## EXERCISE DETAILS
Copy the data verbatim and leave out every picture.

INFORMATION SHOWN section start

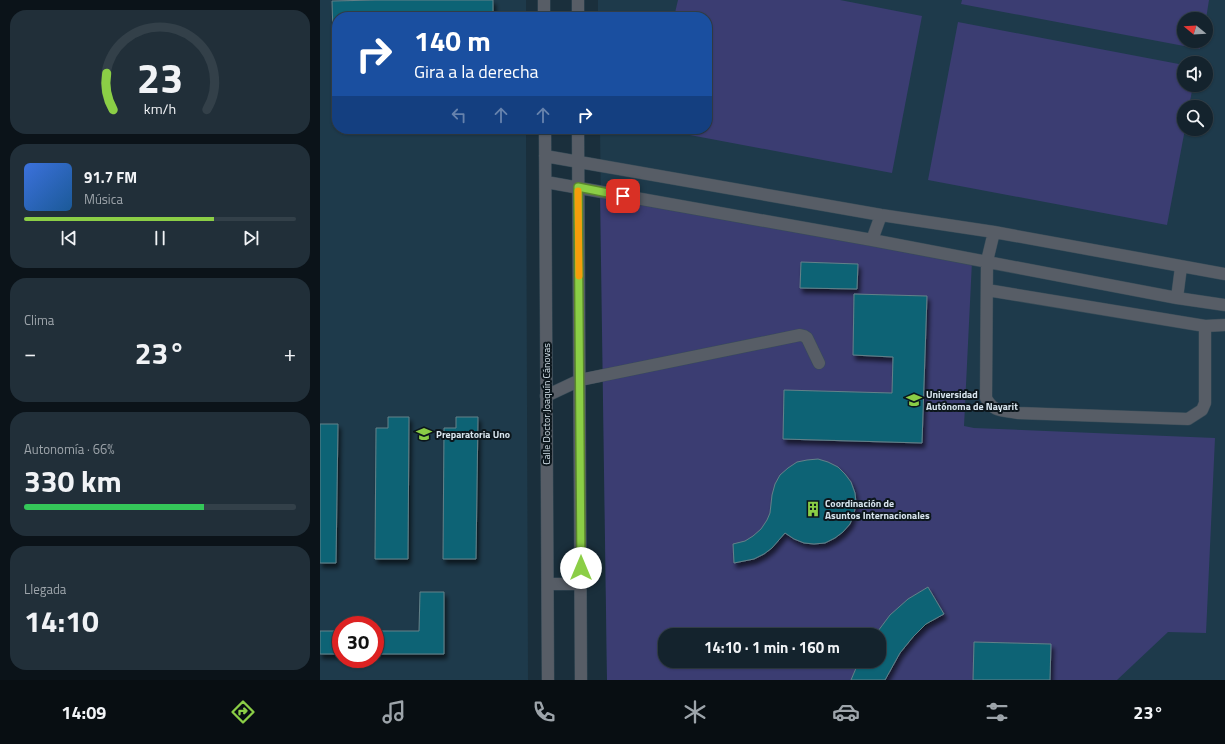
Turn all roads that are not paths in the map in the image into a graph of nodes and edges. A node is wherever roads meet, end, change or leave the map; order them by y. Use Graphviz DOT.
graph roads {
  1 [pos="544,0"];
  2 [pos="578,0"];
  3 [pos="544,12"];
  4 [pos="578,12"];
  5 [pos="545,134"];
  6 [pos="578,134"];
  7 [pos="545,156"];
  8 [pos="578,162"];
  9 [pos="546,182"];
  10 [pos="578,187"];
  11 [pos="881,215"];
  12 [pos="994,232"];
  13 [pos="872,240"];
  14 [pos="987,261"];
  15 [pos="1181,267"];
  16 [pos="1225,274"];
  17 [pos="987,290"];
  18 [pos="1177,298"];
  19 [pos="1225,305"];
  20 [pos="1225,325"];
  21 [pos="1205,326"];
  22 [pos="819,363"];
  23 [pos="580,380"];
  24 [pos="546,396"];
  25 [pos="548,584"];
  26 [pos="581,584"];
  27 [pos="548,680"];
  28 [pos="581,680"];
  1 -- 3 [label="street"];
  2 -- 4 [label="street"];
  5 -- 7 [label="street, Calle Doctor Joaquín Cánovas"];
  6 -- 8 [label="street"];
  7 -- 8 [label="street"];
  7 -- 9 [label="street, Calle Doctor Joaquín Cánovas"];
  8 -- 10 [label="street"];
  8 -- 11 [label="street"];
  9 -- 10 [label="street"];
  9 -- 24 [label="street, Calle Doctor Joaquín Cánovas"];
  10 -- 13 [label="street"];
  10 -- 23 [label="street"];
  11 -- 12 [label="street"];
  11 -- 13 [label="street"];
  12 -- 14 [label="street"];
  12 -- 15 [label="street"];
  13 -- 14 [label="street"];
  14 -- 17 [label="street"];
  14 -- 18 [label="street"];
  15 -- 16 [label="street"];
  15 -- 18 [label="street"];
  17 -- 21 [label="street"];
  17 -- 21 [label="street"];
  18 -- 19 [label="street"];
  20 -- 21 [label="street"];
  22 -- 23 [label="street"];
  23 -- 24 [label="street"];
  23 -- 26 [label="street"];
  24 -- 25 [label="street, Calle Doctor Joaquín Cánovas"];
  25 -- 26 [label="street"];
  25 -- 27 [label="street, Calle Doctor Joaquín Cánovas"];
  26 -- 28 [label="street"];
}
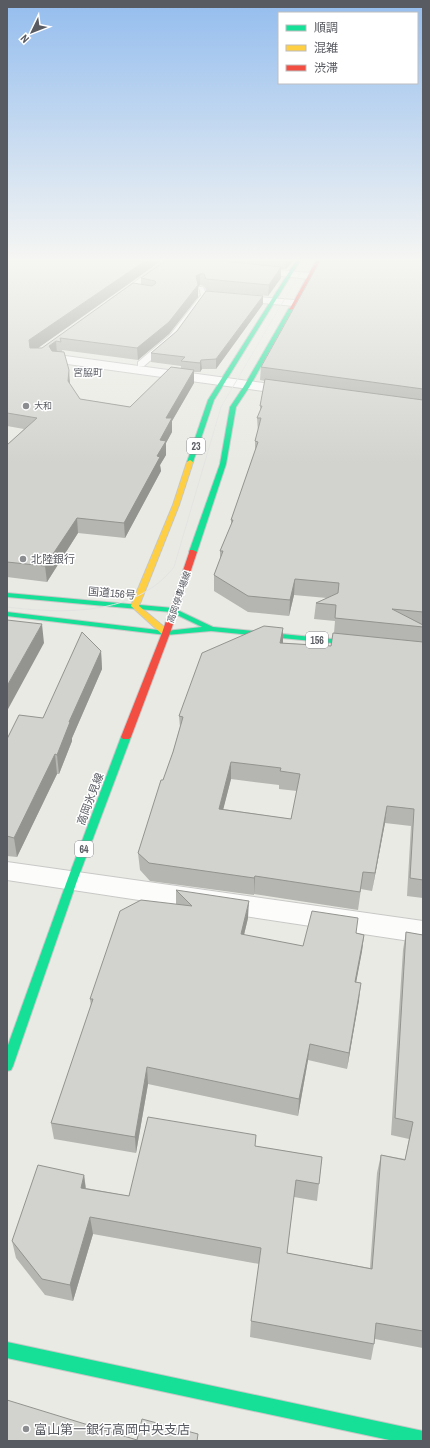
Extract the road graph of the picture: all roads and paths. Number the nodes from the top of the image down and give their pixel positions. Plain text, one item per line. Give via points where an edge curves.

INFORMATION SHOWN section end

## YOUR SOLUTION
Turn all roads that are not paths in the map in the image into a graph of nodes and edges. A node is wherever roads meet, end, change or leave the map; order them by y. Use Graphviz DOT.
graph roads {
  1 [pos="544,0"];
  2 [pos="578,0"];
  3 [pos="544,12"];
  4 [pos="578,12"];
  5 [pos="545,134"];
  6 [pos="578,134"];
  7 [pos="545,156"];
  8 [pos="578,162"];
  9 [pos="546,182"];
  10 [pos="578,187"];
  11 [pos="881,215"];
  12 [pos="994,232"];
  13 [pos="872,240"];
  14 [pos="987,261"];
  15 [pos="1181,267"];
  16 [pos="1225,274"];
  17 [pos="987,290"];
  18 [pos="1177,298"];
  19 [pos="1225,305"];
  20 [pos="1225,325"];
  21 [pos="1205,326"];
  22 [pos="819,363"];
  23 [pos="580,380"];
  24 [pos="546,396"];
  25 [pos="548,584"];
  26 [pos="581,584"];
  27 [pos="548,680"];
  28 [pos="581,680"];
  1 -- 3 [label="street"];
  2 -- 4 [label="street"];
  5 -- 7 [label="street, Calle Doctor Joaquín Cánovas"];
  6 -- 8 [label="street"];
  7 -- 8 [label="street"];
  7 -- 9 [label="street, Calle Doctor Joaquín Cánovas"];
  8 -- 10 [label="street"];
  8 -- 11 [label="street"];
  9 -- 10 [label="street"];
  9 -- 24 [label="street, Calle Doctor Joaquín Cánovas"];
  10 -- 13 [label="street"];
  10 -- 23 [label="street"];
  11 -- 12 [label="street"];
  11 -- 13 [label="street"];
  12 -- 14 [label="street"];
  12 -- 15 [label="street"];
  13 -- 14 [label="street"];
  14 -- 17 [label="street"];
  14 -- 18 [label="street"];
  15 -- 16 [label="street"];
  15 -- 18 [label="street"];
  17 -- 21 [label="street"];
  17 -- 21 [label="street"];
  18 -- 19 [label="street"];
  20 -- 21 [label="street"];
  22 -- 23 [label="street"];
  23 -- 24 [label="street"];
  23 -- 26 [label="street"];
  24 -- 25 [label="street, Calle Doctor Joaquín Cánovas"];
  25 -- 26 [label="street"];
  25 -- 27 [label="street, Calle Doctor Joaquín Cánovas"];
  26 -- 28 [label="street"];
}
Extract the road graph of the picture: all roads and paths. Number the nodes from the top of the image down and give their pixel positions. Plain text, one item per line. Give via points where an edge curves.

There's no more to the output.